• [TASK REQUIREMENTS]: Each line of the entries below that holds "pixel" is needed, copied in full.

Content starts

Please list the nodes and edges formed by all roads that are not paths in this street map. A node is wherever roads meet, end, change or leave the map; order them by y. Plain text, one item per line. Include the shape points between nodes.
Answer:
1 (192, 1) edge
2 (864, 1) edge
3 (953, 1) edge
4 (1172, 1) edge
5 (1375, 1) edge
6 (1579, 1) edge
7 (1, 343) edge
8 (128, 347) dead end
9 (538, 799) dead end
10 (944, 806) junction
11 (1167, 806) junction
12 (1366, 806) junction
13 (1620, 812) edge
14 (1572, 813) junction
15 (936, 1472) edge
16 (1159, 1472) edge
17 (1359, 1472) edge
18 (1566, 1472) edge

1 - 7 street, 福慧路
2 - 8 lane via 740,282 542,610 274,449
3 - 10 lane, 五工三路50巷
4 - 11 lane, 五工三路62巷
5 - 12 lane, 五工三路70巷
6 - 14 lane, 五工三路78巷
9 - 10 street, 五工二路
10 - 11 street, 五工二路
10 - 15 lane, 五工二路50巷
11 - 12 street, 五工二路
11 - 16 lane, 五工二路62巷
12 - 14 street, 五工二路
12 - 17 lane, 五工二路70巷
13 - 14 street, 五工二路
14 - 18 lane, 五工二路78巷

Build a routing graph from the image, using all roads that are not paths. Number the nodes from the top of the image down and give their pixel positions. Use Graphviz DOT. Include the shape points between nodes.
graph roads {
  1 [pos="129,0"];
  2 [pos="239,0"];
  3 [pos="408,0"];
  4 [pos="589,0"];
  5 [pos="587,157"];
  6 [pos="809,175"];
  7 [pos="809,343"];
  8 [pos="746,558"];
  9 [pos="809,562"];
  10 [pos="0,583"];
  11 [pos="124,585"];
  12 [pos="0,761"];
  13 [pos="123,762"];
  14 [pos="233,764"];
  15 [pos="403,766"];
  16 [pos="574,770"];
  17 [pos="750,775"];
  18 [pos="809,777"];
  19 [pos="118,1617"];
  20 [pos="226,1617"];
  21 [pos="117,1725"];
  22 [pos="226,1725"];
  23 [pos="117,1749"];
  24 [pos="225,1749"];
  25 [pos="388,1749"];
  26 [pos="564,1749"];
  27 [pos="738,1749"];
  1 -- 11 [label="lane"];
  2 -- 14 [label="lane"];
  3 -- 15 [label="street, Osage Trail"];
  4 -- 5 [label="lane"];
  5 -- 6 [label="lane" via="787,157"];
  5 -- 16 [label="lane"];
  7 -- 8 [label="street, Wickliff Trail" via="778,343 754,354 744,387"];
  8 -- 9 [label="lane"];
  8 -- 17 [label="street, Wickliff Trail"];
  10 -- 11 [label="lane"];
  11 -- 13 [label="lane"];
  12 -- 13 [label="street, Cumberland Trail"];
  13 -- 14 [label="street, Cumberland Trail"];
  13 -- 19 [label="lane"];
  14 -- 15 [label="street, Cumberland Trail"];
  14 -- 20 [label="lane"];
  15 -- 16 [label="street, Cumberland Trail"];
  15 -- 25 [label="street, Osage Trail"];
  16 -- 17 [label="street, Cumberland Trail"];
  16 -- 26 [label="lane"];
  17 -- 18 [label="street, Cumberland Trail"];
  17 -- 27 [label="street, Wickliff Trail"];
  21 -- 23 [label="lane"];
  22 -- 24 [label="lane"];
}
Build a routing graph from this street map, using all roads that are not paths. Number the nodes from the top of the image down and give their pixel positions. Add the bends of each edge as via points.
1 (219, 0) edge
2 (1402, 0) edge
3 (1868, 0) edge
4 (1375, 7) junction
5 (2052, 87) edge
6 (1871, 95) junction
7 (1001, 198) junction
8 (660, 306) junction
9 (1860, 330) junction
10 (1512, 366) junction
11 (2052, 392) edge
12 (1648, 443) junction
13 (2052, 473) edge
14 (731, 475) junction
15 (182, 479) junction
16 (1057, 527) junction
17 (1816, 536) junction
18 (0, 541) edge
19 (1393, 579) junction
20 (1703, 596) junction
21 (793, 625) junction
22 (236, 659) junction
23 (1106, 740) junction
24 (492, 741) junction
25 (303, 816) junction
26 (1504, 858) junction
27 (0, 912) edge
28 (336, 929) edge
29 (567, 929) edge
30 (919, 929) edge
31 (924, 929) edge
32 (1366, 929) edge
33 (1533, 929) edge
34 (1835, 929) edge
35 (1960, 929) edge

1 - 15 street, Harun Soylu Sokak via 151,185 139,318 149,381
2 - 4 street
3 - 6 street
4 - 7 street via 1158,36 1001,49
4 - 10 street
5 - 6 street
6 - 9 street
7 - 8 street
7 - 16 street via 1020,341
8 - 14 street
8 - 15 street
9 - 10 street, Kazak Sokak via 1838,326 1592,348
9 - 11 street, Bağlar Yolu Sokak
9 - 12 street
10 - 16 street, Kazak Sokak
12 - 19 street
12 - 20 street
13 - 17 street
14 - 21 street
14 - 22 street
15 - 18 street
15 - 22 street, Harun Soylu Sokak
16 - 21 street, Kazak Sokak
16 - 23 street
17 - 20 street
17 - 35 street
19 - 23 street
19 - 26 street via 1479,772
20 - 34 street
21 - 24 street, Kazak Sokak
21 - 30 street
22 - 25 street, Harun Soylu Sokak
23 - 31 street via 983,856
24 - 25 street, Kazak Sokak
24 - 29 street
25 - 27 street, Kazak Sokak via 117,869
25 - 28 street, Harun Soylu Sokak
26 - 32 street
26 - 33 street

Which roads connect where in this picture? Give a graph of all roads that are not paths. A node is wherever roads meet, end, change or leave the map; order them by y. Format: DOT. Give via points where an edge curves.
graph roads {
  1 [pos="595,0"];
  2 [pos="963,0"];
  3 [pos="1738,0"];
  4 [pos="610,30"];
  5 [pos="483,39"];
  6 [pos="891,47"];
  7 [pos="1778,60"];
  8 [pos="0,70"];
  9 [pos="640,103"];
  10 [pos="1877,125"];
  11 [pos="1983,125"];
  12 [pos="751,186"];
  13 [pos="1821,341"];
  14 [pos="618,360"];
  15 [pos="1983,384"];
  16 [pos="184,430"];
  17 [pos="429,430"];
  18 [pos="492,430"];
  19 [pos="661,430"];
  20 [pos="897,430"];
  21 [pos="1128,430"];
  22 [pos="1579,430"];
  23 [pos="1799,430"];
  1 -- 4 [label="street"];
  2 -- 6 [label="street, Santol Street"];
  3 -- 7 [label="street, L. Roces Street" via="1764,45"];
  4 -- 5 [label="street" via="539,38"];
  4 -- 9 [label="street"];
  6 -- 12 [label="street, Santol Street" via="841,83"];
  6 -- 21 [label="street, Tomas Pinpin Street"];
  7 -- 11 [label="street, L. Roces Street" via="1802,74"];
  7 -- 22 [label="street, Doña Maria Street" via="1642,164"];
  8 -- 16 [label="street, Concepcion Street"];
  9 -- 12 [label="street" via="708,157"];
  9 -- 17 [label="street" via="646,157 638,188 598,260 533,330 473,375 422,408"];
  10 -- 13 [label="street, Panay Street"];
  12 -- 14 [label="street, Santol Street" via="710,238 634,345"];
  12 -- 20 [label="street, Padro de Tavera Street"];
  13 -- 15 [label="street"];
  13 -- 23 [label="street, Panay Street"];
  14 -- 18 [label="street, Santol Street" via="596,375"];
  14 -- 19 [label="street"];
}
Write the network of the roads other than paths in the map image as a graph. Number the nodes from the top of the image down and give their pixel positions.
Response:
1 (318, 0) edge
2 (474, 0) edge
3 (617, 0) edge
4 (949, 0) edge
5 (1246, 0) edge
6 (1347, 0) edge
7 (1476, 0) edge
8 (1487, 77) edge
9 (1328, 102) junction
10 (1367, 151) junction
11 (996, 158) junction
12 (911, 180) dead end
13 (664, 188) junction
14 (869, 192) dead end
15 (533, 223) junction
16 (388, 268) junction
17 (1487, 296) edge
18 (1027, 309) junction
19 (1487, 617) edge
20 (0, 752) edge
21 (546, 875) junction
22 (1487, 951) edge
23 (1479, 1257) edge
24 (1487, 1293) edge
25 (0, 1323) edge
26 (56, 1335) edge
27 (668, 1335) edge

Content ends

• [OUTPUT FOR THIS TASK]:
Build a routing graph from the image, using all roads that are not paths. Number the nodes from the top of the image down and give their pixel positions. Use Graphviz DOT. Include the shape points between nodes.
Build a routing graph from this street map, using all roads that are not paths. Number the nodes from the top of the image down and give their pixel positions. Add the bends of each edge as via points.
Write the network of the roads other than paths in the map image as a graph. Number the nodes from the top of the image down and give their pixel positions.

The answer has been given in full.